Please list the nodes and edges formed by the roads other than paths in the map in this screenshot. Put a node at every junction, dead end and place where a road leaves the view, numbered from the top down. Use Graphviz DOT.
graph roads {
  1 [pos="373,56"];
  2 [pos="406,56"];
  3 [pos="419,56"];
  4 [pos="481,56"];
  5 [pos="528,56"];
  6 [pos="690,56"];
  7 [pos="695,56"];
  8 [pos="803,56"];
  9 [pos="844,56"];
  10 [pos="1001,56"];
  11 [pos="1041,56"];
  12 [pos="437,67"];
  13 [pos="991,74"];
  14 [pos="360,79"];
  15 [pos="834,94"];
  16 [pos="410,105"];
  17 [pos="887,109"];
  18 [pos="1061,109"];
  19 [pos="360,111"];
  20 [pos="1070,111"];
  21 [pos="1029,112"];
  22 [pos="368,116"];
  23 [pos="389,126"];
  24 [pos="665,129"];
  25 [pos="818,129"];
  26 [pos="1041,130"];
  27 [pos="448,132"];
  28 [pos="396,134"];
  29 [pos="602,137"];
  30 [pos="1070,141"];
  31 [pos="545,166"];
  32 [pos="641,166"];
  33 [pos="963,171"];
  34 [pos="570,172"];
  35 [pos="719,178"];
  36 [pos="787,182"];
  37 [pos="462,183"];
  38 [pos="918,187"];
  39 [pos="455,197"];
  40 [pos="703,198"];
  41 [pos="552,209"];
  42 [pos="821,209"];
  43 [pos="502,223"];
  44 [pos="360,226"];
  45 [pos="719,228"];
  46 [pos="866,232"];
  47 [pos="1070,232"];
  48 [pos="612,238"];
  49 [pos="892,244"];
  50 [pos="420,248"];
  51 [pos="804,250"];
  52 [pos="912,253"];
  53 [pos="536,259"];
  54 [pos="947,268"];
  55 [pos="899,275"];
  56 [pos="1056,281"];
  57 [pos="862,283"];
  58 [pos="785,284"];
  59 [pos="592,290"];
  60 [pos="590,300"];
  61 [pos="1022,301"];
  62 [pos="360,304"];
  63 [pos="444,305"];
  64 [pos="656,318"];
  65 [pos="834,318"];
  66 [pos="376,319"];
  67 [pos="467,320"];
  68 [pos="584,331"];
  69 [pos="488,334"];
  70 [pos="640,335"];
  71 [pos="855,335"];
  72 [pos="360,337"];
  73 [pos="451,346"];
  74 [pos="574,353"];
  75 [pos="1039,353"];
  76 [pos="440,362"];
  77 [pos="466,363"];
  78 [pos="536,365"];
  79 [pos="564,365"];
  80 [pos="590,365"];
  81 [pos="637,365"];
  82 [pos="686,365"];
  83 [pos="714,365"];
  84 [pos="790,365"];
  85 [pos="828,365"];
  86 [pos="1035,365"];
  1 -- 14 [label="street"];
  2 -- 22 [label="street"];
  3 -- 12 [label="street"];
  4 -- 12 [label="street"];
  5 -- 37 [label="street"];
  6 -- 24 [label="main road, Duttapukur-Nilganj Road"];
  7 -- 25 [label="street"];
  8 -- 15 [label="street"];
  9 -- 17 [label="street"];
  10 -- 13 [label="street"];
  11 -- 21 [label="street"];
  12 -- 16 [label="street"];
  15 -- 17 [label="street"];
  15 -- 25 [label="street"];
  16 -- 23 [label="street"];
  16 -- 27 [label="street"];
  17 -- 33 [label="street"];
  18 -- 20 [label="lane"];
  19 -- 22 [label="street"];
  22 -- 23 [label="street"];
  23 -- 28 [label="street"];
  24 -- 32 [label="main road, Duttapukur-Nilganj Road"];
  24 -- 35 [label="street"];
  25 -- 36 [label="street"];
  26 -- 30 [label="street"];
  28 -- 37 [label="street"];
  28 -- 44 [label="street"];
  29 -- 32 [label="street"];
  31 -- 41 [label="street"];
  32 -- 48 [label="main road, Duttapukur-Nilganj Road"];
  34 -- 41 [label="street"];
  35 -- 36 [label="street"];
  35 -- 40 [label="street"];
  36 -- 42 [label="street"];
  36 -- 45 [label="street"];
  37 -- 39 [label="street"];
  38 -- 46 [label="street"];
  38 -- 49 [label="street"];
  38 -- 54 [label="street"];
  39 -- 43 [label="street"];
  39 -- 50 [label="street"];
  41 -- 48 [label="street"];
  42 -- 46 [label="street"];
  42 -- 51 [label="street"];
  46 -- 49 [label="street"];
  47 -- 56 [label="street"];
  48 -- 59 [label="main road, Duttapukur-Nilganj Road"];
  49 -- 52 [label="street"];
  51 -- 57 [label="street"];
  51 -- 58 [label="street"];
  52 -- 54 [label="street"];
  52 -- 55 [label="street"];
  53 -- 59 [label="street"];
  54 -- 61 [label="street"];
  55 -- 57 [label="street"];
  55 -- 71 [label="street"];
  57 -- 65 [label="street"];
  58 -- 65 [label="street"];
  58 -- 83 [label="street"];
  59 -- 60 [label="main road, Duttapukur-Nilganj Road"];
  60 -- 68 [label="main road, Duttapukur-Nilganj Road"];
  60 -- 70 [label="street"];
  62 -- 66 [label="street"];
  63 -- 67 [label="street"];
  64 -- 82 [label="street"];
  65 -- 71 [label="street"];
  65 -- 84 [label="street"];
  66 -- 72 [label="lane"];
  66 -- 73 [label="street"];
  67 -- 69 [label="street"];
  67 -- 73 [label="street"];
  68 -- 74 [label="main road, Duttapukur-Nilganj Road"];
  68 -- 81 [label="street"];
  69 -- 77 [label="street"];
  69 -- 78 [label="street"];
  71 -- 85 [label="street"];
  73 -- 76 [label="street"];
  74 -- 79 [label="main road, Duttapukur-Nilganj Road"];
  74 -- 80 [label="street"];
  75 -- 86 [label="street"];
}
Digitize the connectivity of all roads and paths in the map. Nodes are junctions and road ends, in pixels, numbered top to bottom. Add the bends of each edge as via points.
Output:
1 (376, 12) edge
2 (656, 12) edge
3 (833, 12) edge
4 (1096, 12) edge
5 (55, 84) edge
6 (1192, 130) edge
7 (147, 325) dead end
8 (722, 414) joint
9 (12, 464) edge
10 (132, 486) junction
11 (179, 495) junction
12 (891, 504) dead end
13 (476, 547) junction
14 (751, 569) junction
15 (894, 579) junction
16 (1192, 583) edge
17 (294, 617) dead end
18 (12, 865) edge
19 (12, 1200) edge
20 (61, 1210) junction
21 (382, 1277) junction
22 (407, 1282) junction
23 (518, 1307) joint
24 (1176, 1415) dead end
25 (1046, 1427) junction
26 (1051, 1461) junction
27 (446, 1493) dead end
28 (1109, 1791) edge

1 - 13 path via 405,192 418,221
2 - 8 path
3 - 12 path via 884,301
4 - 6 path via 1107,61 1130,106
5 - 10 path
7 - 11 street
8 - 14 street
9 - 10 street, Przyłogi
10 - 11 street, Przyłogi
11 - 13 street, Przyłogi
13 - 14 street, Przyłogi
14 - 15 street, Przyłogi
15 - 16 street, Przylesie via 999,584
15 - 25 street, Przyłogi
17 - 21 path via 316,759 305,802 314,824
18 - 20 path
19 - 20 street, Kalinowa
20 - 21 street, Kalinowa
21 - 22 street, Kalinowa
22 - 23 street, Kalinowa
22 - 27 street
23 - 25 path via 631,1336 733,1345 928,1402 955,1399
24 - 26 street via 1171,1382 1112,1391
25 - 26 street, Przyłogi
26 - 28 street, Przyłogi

□ □ □ □

_Problem_
For each line in the data that contains the string "dead", give a copy of that line.

_Solution to this problem_
Please list the nodes and edges formed by the roads other than paths in the map in this screenshot. Put a node at every junction, dead end and place where a road leaves the view, numbered from the top down. Use Graphviz DOT.
7 (147, 325) dead end
12 (891, 504) dead end
17 (294, 617) dead end
24 (1176, 1415) dead end
27 (446, 1493) dead end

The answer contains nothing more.